(Stored entries)
★ ★ ★ ★
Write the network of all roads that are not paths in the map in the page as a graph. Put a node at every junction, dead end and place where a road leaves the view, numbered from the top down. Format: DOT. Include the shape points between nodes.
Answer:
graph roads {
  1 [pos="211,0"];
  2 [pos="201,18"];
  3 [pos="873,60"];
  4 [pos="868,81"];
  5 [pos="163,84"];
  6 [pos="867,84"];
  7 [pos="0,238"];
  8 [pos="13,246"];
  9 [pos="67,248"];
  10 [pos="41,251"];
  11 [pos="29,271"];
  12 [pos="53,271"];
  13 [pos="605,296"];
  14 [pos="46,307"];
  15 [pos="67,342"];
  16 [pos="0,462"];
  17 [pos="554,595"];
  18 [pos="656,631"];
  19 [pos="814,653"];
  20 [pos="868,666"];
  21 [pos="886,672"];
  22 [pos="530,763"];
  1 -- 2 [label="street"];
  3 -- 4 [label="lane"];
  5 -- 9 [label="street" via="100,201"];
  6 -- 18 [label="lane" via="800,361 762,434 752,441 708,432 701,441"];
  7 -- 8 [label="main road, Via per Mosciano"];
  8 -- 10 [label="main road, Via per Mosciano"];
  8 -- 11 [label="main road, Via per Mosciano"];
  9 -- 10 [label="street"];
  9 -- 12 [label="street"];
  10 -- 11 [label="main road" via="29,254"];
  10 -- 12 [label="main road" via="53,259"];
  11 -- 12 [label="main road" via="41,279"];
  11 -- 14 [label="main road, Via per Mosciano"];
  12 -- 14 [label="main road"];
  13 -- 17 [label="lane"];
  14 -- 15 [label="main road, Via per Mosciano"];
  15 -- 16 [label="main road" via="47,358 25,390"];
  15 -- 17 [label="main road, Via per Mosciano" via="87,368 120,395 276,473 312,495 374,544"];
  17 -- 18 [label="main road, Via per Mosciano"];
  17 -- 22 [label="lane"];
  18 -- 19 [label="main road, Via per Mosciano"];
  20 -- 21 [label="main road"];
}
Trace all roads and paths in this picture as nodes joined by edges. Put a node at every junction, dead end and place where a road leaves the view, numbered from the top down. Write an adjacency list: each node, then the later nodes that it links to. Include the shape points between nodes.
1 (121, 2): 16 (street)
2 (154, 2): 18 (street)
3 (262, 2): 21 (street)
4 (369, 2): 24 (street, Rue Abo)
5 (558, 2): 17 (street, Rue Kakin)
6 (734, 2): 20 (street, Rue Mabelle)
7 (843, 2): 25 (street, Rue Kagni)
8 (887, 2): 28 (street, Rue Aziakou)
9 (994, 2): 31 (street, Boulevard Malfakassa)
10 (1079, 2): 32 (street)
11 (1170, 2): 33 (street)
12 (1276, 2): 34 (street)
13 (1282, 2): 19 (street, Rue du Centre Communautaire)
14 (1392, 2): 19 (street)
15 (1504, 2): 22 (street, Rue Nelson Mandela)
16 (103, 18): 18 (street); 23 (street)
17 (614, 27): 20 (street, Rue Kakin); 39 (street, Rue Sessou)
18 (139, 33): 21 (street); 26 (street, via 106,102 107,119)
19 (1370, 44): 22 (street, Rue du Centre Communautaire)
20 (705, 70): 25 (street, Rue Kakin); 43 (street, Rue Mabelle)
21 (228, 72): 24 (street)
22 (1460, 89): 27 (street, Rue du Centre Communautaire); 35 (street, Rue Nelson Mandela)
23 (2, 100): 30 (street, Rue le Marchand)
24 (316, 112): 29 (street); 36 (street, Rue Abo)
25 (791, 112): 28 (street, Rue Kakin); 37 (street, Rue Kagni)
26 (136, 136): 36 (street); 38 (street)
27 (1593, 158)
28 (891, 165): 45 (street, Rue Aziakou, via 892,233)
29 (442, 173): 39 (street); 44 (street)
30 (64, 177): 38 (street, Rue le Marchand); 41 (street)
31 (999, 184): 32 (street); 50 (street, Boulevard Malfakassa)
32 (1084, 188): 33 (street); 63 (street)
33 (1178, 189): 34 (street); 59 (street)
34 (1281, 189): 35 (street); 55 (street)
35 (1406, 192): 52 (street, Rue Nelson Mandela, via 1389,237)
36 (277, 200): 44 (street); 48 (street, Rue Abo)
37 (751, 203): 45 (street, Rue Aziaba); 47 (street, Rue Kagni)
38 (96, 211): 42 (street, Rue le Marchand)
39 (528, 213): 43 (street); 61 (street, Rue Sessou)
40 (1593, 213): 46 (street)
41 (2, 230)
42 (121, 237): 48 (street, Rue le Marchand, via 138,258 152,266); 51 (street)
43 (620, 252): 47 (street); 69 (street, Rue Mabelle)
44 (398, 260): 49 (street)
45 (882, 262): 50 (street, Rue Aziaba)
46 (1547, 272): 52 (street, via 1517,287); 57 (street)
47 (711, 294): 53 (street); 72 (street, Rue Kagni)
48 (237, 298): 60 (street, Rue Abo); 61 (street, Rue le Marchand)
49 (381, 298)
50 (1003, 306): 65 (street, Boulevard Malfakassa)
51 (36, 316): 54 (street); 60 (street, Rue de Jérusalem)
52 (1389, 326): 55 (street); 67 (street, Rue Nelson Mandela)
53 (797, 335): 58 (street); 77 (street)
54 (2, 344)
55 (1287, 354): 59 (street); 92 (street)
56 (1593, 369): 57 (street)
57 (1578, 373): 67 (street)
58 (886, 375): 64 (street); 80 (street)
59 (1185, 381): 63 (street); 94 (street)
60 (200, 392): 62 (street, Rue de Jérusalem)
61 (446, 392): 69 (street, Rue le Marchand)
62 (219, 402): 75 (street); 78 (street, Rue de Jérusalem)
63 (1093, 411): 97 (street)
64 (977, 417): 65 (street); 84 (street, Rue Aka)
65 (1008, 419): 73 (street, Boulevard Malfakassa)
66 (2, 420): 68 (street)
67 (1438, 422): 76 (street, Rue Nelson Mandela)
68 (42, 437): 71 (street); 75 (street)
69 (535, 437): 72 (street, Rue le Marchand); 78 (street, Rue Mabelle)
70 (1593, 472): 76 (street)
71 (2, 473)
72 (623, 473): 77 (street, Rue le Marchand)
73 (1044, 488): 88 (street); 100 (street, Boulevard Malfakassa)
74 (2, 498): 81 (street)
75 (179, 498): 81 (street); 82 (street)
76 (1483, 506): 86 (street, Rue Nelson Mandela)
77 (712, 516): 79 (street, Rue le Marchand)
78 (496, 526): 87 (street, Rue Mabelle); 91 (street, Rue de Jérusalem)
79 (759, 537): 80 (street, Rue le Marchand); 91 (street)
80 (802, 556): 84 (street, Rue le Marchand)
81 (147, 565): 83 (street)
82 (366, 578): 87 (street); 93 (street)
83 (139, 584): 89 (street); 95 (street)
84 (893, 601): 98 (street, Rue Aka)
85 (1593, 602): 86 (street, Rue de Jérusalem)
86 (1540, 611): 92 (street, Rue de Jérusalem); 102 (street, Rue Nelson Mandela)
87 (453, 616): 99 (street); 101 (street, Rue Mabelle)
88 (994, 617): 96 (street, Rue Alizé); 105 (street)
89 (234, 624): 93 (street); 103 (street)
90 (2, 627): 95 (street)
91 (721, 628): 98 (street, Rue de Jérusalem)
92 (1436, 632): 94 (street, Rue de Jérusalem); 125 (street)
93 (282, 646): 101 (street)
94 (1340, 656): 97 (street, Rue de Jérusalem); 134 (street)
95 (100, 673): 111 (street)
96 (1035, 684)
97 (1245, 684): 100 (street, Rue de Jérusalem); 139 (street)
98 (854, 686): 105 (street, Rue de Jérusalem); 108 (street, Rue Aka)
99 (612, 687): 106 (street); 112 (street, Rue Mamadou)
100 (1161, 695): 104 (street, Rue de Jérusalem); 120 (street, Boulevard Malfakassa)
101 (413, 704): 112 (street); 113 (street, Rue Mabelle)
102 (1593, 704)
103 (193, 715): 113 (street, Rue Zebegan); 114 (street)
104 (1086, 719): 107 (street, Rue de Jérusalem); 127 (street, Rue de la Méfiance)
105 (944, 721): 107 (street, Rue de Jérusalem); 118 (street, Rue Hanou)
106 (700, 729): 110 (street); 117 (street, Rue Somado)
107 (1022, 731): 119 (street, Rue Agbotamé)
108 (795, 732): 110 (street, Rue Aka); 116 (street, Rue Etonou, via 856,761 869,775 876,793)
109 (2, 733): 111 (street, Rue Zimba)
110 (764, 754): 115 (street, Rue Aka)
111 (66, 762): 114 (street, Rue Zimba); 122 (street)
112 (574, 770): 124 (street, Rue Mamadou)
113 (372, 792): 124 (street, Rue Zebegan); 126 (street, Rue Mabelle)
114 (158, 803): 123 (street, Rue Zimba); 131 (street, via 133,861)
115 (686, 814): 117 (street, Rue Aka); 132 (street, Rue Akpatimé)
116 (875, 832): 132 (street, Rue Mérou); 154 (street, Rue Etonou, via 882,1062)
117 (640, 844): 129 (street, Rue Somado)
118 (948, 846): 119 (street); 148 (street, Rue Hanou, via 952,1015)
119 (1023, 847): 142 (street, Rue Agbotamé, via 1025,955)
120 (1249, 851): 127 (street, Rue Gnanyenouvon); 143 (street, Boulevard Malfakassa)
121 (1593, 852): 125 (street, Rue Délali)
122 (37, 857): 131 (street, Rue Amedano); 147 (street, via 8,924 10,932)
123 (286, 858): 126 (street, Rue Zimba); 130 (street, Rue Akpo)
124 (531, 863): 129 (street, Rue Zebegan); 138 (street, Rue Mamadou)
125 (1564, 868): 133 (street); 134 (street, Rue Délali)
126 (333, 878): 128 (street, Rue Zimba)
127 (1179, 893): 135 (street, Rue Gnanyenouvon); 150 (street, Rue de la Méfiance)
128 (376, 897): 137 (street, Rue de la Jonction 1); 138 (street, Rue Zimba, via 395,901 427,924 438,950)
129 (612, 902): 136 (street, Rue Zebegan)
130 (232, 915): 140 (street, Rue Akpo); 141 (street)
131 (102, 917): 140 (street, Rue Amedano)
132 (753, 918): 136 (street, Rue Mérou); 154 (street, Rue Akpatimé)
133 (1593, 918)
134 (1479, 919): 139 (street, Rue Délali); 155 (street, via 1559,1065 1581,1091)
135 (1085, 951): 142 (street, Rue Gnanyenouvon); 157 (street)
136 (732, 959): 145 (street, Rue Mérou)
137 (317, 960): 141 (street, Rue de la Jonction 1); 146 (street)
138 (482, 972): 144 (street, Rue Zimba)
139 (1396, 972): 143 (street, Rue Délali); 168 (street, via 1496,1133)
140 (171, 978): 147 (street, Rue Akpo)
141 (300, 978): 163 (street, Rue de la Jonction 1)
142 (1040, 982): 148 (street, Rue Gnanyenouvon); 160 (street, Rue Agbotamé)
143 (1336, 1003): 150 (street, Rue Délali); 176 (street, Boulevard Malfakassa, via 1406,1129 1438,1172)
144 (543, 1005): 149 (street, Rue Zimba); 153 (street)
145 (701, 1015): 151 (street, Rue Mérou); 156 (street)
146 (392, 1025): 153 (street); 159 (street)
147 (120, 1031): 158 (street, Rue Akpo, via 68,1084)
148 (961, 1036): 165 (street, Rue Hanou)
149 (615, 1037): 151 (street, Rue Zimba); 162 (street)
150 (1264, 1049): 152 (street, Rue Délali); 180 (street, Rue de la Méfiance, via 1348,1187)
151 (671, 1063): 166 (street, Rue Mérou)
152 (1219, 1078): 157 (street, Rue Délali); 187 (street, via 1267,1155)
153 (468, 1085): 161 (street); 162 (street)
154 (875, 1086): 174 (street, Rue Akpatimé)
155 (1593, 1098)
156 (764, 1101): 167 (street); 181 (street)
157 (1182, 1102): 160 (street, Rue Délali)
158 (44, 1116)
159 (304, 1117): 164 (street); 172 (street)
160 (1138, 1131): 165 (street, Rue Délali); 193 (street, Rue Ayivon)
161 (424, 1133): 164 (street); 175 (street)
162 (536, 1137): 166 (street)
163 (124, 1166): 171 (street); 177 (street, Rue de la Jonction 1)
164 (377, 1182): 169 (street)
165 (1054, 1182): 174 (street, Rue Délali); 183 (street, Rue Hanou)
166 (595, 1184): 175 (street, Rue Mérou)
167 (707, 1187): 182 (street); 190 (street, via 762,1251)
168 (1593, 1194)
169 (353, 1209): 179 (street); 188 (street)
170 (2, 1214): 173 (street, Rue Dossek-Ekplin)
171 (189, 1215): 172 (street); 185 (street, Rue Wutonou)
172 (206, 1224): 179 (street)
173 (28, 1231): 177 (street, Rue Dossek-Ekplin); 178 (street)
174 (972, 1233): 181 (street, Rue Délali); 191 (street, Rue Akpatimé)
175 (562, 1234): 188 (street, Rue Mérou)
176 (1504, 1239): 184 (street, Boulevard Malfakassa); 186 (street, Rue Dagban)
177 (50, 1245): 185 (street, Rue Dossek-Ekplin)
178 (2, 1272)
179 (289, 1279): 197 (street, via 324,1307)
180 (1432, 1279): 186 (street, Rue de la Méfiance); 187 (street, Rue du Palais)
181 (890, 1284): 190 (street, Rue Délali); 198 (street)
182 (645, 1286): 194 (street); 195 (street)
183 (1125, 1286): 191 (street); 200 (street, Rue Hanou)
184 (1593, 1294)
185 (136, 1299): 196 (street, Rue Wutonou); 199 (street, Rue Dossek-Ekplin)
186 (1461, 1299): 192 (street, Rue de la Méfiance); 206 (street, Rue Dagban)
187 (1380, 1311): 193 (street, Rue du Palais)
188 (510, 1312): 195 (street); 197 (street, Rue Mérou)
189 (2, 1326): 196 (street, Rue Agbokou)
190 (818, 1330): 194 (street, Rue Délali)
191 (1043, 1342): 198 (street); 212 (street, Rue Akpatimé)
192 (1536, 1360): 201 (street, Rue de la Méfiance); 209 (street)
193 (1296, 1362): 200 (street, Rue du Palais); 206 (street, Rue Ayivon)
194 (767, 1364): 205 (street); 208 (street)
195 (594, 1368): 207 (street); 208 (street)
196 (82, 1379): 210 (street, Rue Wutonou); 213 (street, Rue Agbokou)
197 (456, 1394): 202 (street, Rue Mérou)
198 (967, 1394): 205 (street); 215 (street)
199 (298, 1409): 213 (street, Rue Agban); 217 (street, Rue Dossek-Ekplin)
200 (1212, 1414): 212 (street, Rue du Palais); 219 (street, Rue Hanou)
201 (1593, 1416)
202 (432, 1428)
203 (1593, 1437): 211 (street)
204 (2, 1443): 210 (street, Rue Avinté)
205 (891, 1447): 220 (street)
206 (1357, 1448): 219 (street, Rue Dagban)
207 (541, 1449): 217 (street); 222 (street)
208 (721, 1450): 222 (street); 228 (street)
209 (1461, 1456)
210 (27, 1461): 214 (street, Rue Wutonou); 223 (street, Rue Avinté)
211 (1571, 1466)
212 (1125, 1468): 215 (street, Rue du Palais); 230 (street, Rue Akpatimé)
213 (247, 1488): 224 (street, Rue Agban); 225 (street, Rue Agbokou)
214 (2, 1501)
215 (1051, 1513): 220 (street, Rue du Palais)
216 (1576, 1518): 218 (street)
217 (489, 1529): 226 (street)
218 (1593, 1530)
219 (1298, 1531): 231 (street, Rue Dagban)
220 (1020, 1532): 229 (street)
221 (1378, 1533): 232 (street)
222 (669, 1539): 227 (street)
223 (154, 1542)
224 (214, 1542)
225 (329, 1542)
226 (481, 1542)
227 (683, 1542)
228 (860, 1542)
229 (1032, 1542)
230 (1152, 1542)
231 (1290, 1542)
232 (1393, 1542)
★ ★ ★ ★
— What you should do —
Every line in the records above that has "Sessou" counts once. Give the total and nothing else.

— Task answer —
2